** Action item **
Return the lines of the data below in which the string "every" occurs.

** Data section **
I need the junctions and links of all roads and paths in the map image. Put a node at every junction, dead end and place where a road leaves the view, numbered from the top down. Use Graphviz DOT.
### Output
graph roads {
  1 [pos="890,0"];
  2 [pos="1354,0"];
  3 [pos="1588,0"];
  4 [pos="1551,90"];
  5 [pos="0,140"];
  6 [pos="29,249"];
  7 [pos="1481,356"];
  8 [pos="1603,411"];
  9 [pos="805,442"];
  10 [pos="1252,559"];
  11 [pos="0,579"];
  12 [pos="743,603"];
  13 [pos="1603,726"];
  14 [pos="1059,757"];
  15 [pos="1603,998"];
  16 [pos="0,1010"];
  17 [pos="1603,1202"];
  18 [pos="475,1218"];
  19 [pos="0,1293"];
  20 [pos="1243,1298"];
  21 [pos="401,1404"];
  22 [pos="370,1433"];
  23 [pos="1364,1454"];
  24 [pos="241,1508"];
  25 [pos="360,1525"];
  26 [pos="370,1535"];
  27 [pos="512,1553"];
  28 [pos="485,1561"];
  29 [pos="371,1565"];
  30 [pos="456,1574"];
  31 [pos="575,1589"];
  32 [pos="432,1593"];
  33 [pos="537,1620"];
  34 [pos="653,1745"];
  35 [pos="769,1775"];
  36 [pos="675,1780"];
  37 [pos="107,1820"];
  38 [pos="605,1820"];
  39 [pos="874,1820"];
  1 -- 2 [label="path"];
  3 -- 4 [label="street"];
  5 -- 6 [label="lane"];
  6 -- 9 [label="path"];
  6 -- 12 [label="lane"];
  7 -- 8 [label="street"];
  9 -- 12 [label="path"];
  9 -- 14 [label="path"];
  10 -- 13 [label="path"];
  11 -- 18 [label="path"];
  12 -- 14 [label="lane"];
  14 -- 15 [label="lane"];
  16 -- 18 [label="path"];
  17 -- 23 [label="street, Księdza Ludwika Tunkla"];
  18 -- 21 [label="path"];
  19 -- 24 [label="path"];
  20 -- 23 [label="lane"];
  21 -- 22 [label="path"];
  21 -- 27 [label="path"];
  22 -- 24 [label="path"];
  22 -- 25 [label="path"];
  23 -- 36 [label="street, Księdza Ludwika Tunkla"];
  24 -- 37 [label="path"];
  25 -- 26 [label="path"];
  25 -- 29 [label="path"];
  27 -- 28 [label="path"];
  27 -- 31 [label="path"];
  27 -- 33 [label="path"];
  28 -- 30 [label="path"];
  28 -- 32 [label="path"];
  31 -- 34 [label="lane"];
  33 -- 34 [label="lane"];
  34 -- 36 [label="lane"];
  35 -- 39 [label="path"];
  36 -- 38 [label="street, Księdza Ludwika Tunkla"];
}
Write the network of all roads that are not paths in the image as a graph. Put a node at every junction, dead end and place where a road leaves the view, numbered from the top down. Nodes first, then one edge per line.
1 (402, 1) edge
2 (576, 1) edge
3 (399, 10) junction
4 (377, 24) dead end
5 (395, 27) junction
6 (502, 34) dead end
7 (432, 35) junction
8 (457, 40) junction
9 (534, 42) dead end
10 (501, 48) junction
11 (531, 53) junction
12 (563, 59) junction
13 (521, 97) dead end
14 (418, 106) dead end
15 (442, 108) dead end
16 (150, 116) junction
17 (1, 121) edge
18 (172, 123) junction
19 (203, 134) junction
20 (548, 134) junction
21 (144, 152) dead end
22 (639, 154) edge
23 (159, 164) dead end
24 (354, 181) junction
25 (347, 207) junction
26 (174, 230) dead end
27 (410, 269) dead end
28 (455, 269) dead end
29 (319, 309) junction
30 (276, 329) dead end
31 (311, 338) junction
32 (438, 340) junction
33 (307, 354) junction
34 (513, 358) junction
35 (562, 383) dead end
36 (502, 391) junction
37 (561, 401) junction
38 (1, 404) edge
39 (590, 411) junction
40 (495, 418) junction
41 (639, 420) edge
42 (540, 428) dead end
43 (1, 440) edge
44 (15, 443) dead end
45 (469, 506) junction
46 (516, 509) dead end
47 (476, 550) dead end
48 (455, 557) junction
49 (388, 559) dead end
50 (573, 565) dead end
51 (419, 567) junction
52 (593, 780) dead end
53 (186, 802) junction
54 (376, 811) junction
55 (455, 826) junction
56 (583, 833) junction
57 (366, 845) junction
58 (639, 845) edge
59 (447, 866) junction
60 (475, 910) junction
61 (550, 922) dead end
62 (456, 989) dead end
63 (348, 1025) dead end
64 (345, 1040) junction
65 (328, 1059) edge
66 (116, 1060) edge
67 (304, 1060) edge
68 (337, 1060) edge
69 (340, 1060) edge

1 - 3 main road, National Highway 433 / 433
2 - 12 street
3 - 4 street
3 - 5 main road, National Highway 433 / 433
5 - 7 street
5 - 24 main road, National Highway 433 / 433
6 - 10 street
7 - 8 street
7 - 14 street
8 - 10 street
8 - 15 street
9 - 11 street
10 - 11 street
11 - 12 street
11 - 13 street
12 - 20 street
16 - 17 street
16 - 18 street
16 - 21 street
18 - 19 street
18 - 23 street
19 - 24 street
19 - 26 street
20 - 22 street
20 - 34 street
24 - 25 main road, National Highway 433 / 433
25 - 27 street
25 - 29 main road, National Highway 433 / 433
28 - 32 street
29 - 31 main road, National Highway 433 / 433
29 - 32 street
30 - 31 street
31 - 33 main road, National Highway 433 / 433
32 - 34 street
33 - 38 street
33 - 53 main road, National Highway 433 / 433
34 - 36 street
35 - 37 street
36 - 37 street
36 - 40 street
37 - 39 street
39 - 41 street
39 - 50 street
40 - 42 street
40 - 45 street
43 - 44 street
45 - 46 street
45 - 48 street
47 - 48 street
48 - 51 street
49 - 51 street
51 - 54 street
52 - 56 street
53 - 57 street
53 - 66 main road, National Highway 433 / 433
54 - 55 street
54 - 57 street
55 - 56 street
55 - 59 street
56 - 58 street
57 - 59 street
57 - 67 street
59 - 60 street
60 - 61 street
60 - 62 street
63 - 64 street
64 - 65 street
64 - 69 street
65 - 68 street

** Response **
I need the junctions and links of all roads and paths in the map image. Put a node at every junction, dead end and place where a road leaves the view, numbered from the top down. Use Graphviz DOT.
Write the network of all roads that are not paths in the image as a graph. Put a node at every junction, dead end and place where a road leaves the view, numbered from the top down. Nodes first, then one edge per line.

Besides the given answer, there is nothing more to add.